A multi-pass differential photoacoustic spectrometer at 1064 nm for ambient aerosol absorption

Jie Chen; Xianmei Qian; Wenyue Zhu; Qiang Liu; Jianjie Zheng; Tao Yang; Tengfei Yang

doi:10.1016/j.pacs.2025.100769

A multi-pass differential photoacoustic spectrometer at 1064 nm for ambient aerosol absorption

Photoacoustics. 2025 Sep 10:46:100769. doi: 10.1016/j.pacs.2025.100769. eCollection 2025 Dec.

Authors

Jie Chen¹, Xianmei Qian¹, Wenyue Zhu¹, Qiang Liu¹, Jianjie Zheng¹, Tao Yang^{1

2}, Tengfei Yang^{1

2}

Affiliations

¹ State Key Laboratory of Laser Interaction with Matter, Anhui Institute of Optics and Fine Mechanics, HFIPS, Chinese Academy of Sciences, Hefei 230031, China.
² University of Science and Technology of China, Hefei 230026, China.

Abstract

Accurate atmospheric aerosol absorption measurements are critical for advancing our understanding of global climate effects and reginal meteorological processes. In this paper, a multi-pass differential photoacoustic spectrometer (MP-DPAS) worked at 1064 nm, was developed for the in-situ measurement of atmospheric aerosol absorption coefficients (Abs). By employing the multi-pass configuration, 22 reflections of the incident laser were achieved, thereby the photoacoustic signal was enhanced by a factor of ten. Meanwhile, the differential configuration not only suppress background noise but also amplifies the signal by a factor of two.
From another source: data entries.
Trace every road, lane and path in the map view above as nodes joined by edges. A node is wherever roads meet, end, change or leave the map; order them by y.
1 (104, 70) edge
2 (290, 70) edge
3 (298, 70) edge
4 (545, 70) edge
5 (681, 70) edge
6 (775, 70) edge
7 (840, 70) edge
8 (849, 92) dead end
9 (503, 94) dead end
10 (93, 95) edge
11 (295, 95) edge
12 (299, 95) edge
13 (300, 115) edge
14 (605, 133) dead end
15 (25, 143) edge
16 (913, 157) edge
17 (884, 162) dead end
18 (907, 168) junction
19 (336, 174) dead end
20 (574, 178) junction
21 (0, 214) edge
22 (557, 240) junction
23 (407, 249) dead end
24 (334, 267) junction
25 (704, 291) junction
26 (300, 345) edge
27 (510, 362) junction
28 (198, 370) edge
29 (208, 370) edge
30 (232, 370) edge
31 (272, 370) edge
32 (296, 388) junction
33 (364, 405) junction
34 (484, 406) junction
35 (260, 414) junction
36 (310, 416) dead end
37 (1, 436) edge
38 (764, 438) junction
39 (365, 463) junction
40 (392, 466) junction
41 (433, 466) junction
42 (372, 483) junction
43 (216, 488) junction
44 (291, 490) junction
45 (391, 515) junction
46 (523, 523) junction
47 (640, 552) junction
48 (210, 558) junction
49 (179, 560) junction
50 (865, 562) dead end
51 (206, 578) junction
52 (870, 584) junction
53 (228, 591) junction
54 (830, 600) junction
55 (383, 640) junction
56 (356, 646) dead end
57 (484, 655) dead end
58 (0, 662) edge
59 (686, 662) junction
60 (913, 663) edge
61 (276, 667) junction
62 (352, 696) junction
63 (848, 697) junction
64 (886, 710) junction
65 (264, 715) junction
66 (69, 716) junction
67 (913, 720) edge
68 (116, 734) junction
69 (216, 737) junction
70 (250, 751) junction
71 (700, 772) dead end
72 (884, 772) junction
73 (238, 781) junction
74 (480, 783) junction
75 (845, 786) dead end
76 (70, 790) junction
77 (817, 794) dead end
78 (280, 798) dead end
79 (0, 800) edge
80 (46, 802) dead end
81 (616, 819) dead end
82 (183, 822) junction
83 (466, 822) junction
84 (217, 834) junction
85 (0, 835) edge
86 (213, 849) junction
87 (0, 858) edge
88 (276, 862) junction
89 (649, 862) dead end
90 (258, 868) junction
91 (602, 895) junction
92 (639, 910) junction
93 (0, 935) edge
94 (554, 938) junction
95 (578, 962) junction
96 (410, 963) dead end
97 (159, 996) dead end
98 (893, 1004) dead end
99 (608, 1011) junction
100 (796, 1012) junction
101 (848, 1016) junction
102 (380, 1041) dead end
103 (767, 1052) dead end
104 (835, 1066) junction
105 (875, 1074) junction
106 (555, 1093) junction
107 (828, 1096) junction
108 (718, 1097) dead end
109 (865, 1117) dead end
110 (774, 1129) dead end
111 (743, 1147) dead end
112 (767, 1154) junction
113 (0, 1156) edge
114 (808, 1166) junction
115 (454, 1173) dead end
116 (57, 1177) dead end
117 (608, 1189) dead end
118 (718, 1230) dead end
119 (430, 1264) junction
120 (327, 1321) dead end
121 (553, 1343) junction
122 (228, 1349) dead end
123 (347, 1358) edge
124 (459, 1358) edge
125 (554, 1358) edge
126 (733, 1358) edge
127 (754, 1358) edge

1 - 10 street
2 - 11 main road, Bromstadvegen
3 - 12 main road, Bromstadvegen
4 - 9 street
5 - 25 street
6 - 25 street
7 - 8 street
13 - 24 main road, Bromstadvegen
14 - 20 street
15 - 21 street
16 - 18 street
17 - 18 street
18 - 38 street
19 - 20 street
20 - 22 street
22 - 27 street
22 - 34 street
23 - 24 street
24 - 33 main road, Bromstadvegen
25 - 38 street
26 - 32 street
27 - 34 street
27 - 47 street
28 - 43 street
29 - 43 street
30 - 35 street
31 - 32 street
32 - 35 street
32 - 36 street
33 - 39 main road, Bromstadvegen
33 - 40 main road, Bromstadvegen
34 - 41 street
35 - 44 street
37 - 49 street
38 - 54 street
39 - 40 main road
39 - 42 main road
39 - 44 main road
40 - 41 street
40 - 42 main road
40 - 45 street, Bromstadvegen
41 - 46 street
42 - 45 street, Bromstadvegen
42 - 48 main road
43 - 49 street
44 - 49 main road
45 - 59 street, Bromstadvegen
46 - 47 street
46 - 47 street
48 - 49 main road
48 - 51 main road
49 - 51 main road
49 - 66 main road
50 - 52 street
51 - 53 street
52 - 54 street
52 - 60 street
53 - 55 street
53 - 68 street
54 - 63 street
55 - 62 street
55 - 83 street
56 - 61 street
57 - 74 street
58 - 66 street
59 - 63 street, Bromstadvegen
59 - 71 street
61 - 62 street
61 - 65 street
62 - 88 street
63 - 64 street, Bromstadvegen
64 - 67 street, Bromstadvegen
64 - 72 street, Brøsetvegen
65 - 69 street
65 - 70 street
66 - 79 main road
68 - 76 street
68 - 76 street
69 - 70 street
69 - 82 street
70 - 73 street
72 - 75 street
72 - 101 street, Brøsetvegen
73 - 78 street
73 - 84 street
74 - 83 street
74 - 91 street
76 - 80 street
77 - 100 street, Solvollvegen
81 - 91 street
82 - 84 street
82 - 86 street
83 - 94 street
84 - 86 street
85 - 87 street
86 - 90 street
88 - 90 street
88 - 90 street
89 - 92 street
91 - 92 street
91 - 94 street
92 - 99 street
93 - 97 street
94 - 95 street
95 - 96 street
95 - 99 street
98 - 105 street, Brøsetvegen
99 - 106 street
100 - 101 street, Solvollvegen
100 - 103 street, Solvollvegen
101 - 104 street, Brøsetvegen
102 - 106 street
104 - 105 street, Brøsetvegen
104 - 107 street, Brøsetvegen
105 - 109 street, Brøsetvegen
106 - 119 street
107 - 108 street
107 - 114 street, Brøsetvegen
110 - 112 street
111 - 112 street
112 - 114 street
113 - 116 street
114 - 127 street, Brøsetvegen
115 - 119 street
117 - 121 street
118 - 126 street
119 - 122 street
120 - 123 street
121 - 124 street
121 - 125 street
Consequently, the MP-DPAS achieved a minimum detection limit of 0.05 Mm^-1 within an integration time of 110 s and a precision of 1.4 Mm^-1. The accuracy of the MP-DPAS was validated by comparing the measured Abs with the calculated Abs of Mie scattering theory and the variation of particle size distribution measured by SMPS (Scanning Mobility Particle Sizer).

Keywords: Absorption coefficient; Atmospheric aerosol; Multi-pass differential photoacoustic spectrometer; Photoacoustic spectroscopy.